• To do
Return the entries below word for word. No picture belongs in the copy.
**** Available data ****
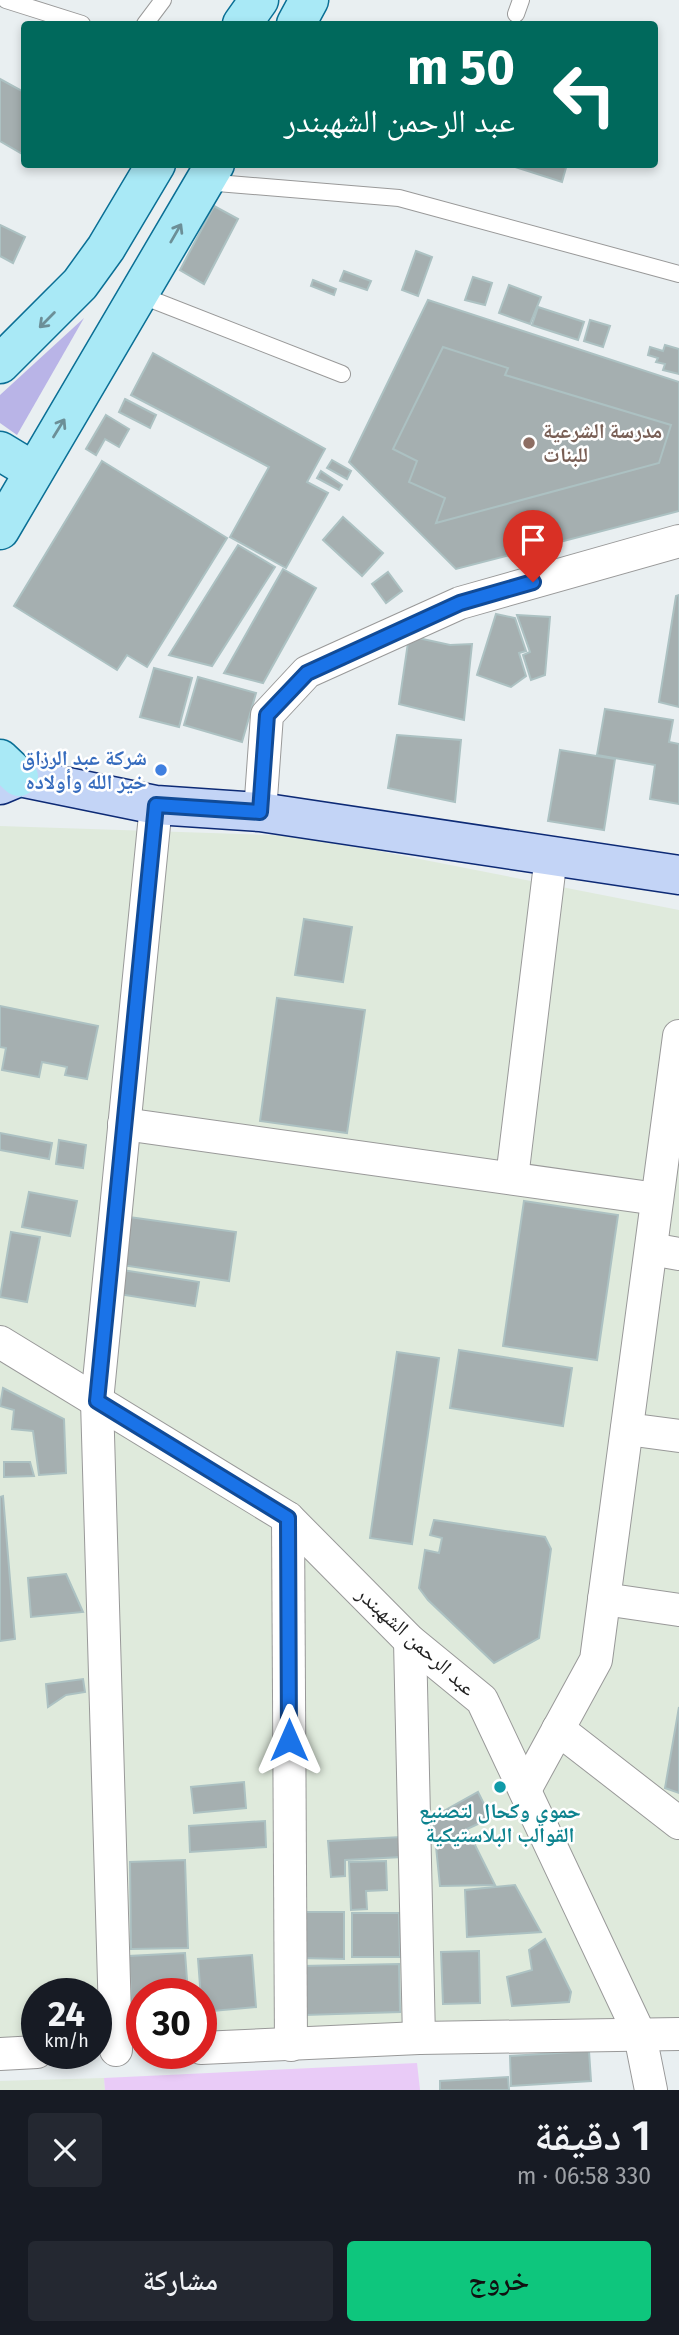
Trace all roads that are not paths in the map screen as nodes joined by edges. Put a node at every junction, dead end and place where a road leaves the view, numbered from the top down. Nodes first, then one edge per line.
1 (6, 0) edge
2 (163, 0) edge
3 (258, 0) edge
4 (309, 0) edge
5 (72, 21) edge
6 (147, 21) edge
7 (244, 21) edge
8 (298, 21) edge
9 (154, 168) edge
10 (210, 173) edge
11 (679, 274) edge
12 (80, 284) junction
13 (133, 307) junction
14 (0, 364) edge
15 (342, 374) dead end
16 (0, 451) edge
17 (33, 471) junction
18 (0, 530) edge
19 (679, 541) edge
20 (6, 774) edge
21 (156, 805) junction
22 (260, 812) junction
23 (551, 856) junction
24 (679, 876) edge
25 (679, 1036) edge
26 (676, 1084) edge
27 (124, 1124) junction
28 (512, 1178) junction
29 (657, 1199) junction
30 (665, 1252) edge
31 (0, 1342) edge
32 (97, 1401) junction
33 (627, 1429) junction
34 (679, 1436) edge
35 (288, 1518) junction
36 (604, 1599) junction
37 (679, 1610) edge
38 (410, 1641) junction
39 (558, 1729) junction
40 (526, 1788) junction
41 (679, 1823) edge
42 (679, 2034) edge
43 (640, 2035) junction
44 (419, 2038) junction
45 (291, 2045) junction
46 (217, 2047) edge
47 (118, 2050) edge
48 (21, 2053) edge
49 (0, 2054) edge
50 (652, 2090) edge

1 - 5 lane
2 - 6 lane
3 - 7 main road
4 - 8 main road
9 - 12 main road
10 - 11 lane
13 -> 10 main road
12 - 13 main road
12 -> 14 main road
13 - 15 lane
17 -> 13 main road
16 - 17 main road
17 - 18 main road
19 - 22 street
20 - 21 main road
21 - 22 main road
21 - 27 street
22 - 23 main road
23 - 24 main road
23 - 28 street
25 - 26 street
26 - 29 street
27 - 28 street
27 - 32 street
28 - 29 street
29 - 30 street
30 - 33 street
31 - 32 street, عبد الرحمن الشهبندر
32 - 35 street, عبد الرحمن الشهبندر
32 - 47 street
33 - 34 street
33 - 36 street
35 - 38 street, عبد الرحمن الشهبندر
35 - 45 street
36 - 37 street
36 - 39 street
38 - 40 street, عبد الرحمن الشهبندر
38 - 44 street
39 - 40 street
39 - 41 street
40 - 43 street, عبد الرحمن الشهبندر
42 - 43 street
43 - 44 street
43 - 50 street, عبد الرحمن الشهبندر
44 - 45 street
45 - 46 street
48 - 49 street

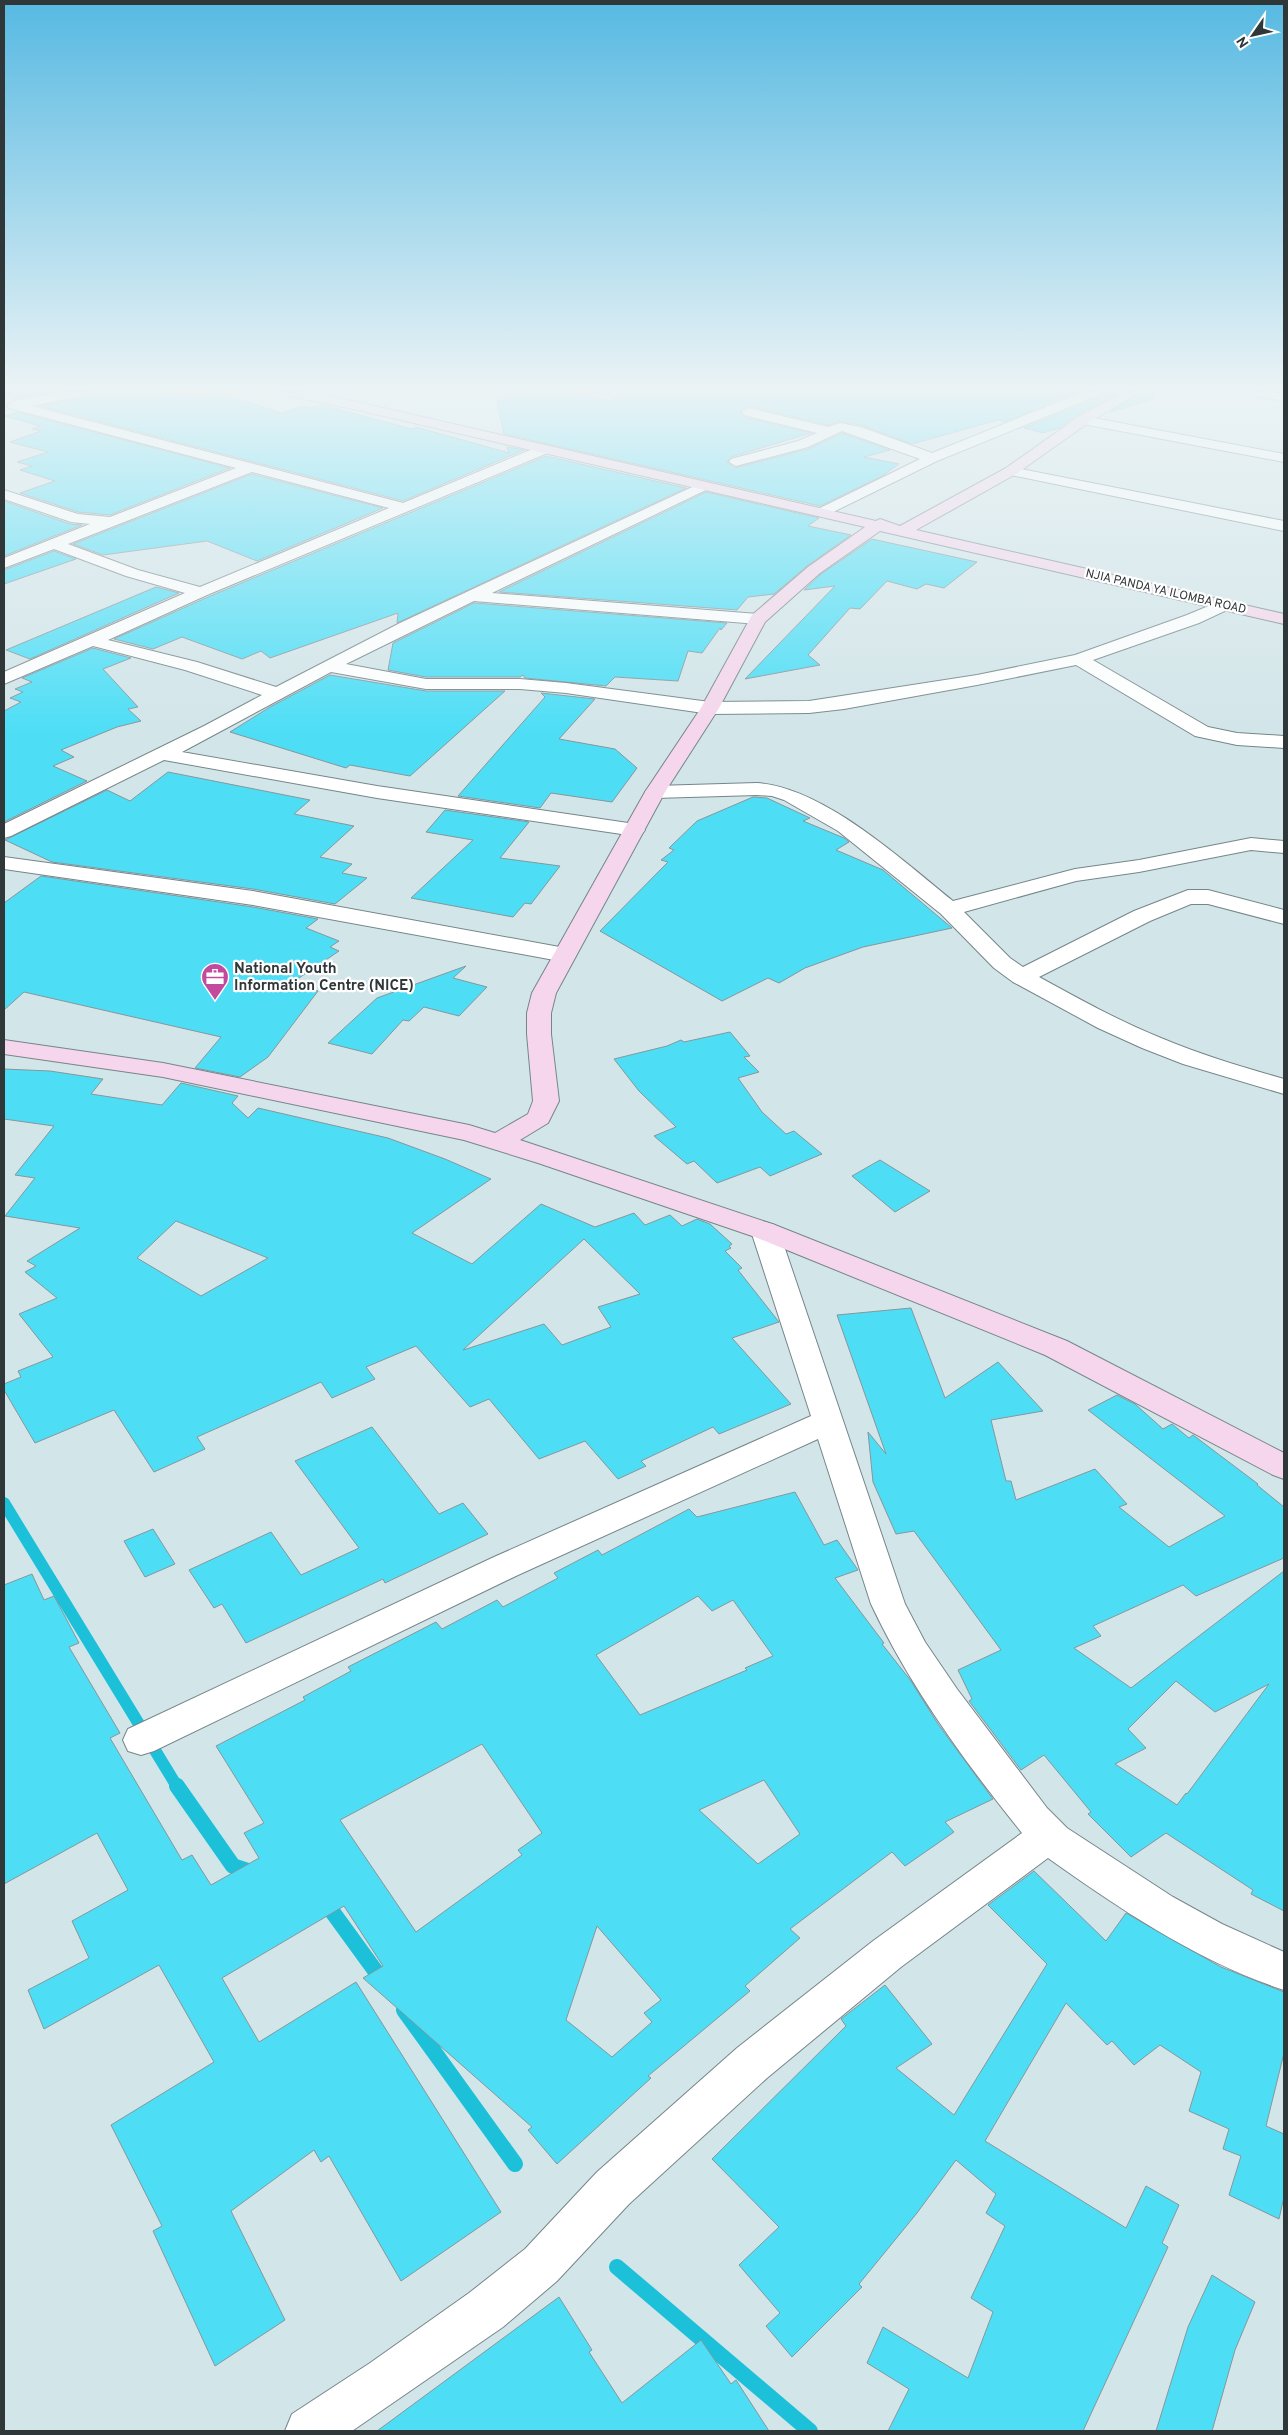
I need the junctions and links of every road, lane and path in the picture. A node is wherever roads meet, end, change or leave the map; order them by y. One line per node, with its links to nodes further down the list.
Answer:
1 (38, 506): 12 (street)
2 (154, 506): 13 (street)
3 (397, 506): 10 (street)
4 (412, 506): 10 (street)
5 (662, 506): 21 (street)
6 (794, 506): 11 (main road, NJIA PANDA YA ILOMBA ROAD)
7 (836, 506): 11 (street)
8 (949, 506): 16 (main road)
9 (1183, 506): 15 (street)
10 (406, 508): 20 (street)
11 (823, 512): 14 (main road, NJIA PANDA YA ILOMBA ROAD)
12 (76, 519): 13 (street); 17 (street)
13 (116, 521): 17 (street)
14 (880, 524): 16 (main road, NJIA PANDA YA ILOMBA ROAD); 23 (main road)
15 (1284, 526)
16 (905, 530): 22 (main road, NJIA PANDA YA ILOMBA ROAD)
17 (71, 537): 18 (street)
18 (55, 544): 19 (street); 20 (street)
19 (4, 563)
20 (201, 592): 25 (street)
21 (472, 596): 23 (street); 27 (street)
22 (1223, 605): 24 (main road, NJIA PANDA YA ILOMBA ROAD); 26 (street)
23 (758, 619): 30 (main road)
24 (1284, 619)
25 (92, 641): 28 (street); 29 (street)
26 (1079, 659): 30 (street); 31 (street)
27 (328, 666): 29 (street); 30 (street)
28 (4, 679)
29 (279, 694): 32 (street)
30 (710, 708): 33 (main road)
31 (1284, 742)
32 (161, 754): 34 (street); 35 (street)
33 (655, 792): 34 (main road); 38 (street)
34 (635, 830): 40 (main road)
35 (4, 832)
36 (1284, 847): 38 (street)
37 (4, 863): 40 (street)
38 (950, 909): 41 (street)
39 (1284, 917): 41 (street)
40 (564, 955): 44 (main road)
41 (1021, 977): 43 (street)
42 (4, 1047): 44 (main road)
43 (1284, 1088)
44 (498, 1142): 45 (main road)
45 (765, 1230): 46 (street); 47 (main road)
46 (826, 1422): 48 (street); 49 (street)
47 (1284, 1467)
48 (141, 1740)
49 (1049, 1836): 50 (street); 51 (street)
50 (1284, 1971)
51 (309, 2431)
****
• Output below
Trace all roads that are not paths in the map screen as nodes joined by edges. Put a node at every junction, dead end and place where a road leaves the view, numbered from the top down. Nodes first, then one edge per line.
1 (6, 0) edge
2 (163, 0) edge
3 (258, 0) edge
4 (309, 0) edge
5 (72, 21) edge
6 (147, 21) edge
7 (244, 21) edge
8 (298, 21) edge
9 (154, 168) edge
10 (210, 173) edge
11 (679, 274) edge
12 (80, 284) junction
13 (133, 307) junction
14 (0, 364) edge
15 (342, 374) dead end
16 (0, 451) edge
17 (33, 471) junction
18 (0, 530) edge
19 (679, 541) edge
20 (6, 774) edge
21 (156, 805) junction
22 (260, 812) junction
23 (551, 856) junction
24 (679, 876) edge
25 (679, 1036) edge
26 (676, 1084) edge
27 (124, 1124) junction
28 (512, 1178) junction
29 (657, 1199) junction
30 (665, 1252) edge
31 (0, 1342) edge
32 (97, 1401) junction
33 (627, 1429) junction
34 (679, 1436) edge
35 (288, 1518) junction
36 (604, 1599) junction
37 (679, 1610) edge
38 (410, 1641) junction
39 (558, 1729) junction
40 (526, 1788) junction
41 (679, 1823) edge
42 (679, 2034) edge
43 (640, 2035) junction
44 (419, 2038) junction
45 (291, 2045) junction
46 (217, 2047) edge
47 (118, 2050) edge
48 (21, 2053) edge
49 (0, 2054) edge
50 (652, 2090) edge

1 - 5 lane
2 - 6 lane
3 - 7 main road
4 - 8 main road
9 - 12 main road
10 - 11 lane
13 -> 10 main road
12 - 13 main road
12 -> 14 main road
13 - 15 lane
17 -> 13 main road
16 - 17 main road
17 - 18 main road
19 - 22 street
20 - 21 main road
21 - 22 main road
21 - 27 street
22 - 23 main road
23 - 24 main road
23 - 28 street
25 - 26 street
26 - 29 street
27 - 28 street
27 - 32 street
28 - 29 street
29 - 30 street
30 - 33 street
31 - 32 street, عبد الرحمن الشهبندر
32 - 35 street, عبد الرحمن الشهبندر
32 - 47 street
33 - 34 street
33 - 36 street
35 - 38 street, عبد الرحمن الشهبندر
35 - 45 street
36 - 37 street
36 - 39 street
38 - 40 street, عبد الرحمن الشهبندر
38 - 44 street
39 - 40 street
39 - 41 street
40 - 43 street, عبد الرحمن الشهبندر
42 - 43 street
43 - 44 street
43 - 50 street, عبد الرحمن الشهبندر
44 - 45 street
45 - 46 street
48 - 49 street

I need the junctions and links of every road, lane and path in the picture. A node is wherever roads meet, end, change or leave the map; order them by y. One line per node, with its links to nodes further down the list.
Answer:
1 (38, 506): 12 (street)
2 (154, 506): 13 (street)
3 (397, 506): 10 (street)
4 (412, 506): 10 (street)
5 (662, 506): 21 (street)
6 (794, 506): 11 (main road, NJIA PANDA YA ILOMBA ROAD)
7 (836, 506): 11 (street)
8 (949, 506): 16 (main road)
9 (1183, 506): 15 (street)
10 (406, 508): 20 (street)
11 (823, 512): 14 (main road, NJIA PANDA YA ILOMBA ROAD)
12 (76, 519): 13 (street); 17 (street)
13 (116, 521): 17 (street)
14 (880, 524): 16 (main road, NJIA PANDA YA ILOMBA ROAD); 23 (main road)
15 (1284, 526)
16 (905, 530): 22 (main road, NJIA PANDA YA ILOMBA ROAD)
17 (71, 537): 18 (street)
18 (55, 544): 19 (street); 20 (street)
19 (4, 563)
20 (201, 592): 25 (street)
21 (472, 596): 23 (street); 27 (street)
22 (1223, 605): 24 (main road, NJIA PANDA YA ILOMBA ROAD); 26 (street)
23 (758, 619): 30 (main road)
24 (1284, 619)
25 (92, 641): 28 (street); 29 (street)
26 (1079, 659): 30 (street); 31 (street)
27 (328, 666): 29 (street); 30 (street)
28 (4, 679)
29 (279, 694): 32 (street)
30 (710, 708): 33 (main road)
31 (1284, 742)
32 (161, 754): 34 (street); 35 (street)
33 (655, 792): 34 (main road); 38 (street)
34 (635, 830): 40 (main road)
35 (4, 832)
36 (1284, 847): 38 (street)
37 (4, 863): 40 (street)
38 (950, 909): 41 (street)
39 (1284, 917): 41 (street)
40 (564, 955): 44 (main road)
41 (1021, 977): 43 (street)
42 (4, 1047): 44 (main road)
43 (1284, 1088)
44 (498, 1142): 45 (main road)
45 (765, 1230): 46 (street); 47 (main road)
46 (826, 1422): 48 (street); 49 (street)
47 (1284, 1467)
48 (141, 1740)
49 (1049, 1836): 50 (street); 51 (street)
50 (1284, 1971)
51 (309, 2431)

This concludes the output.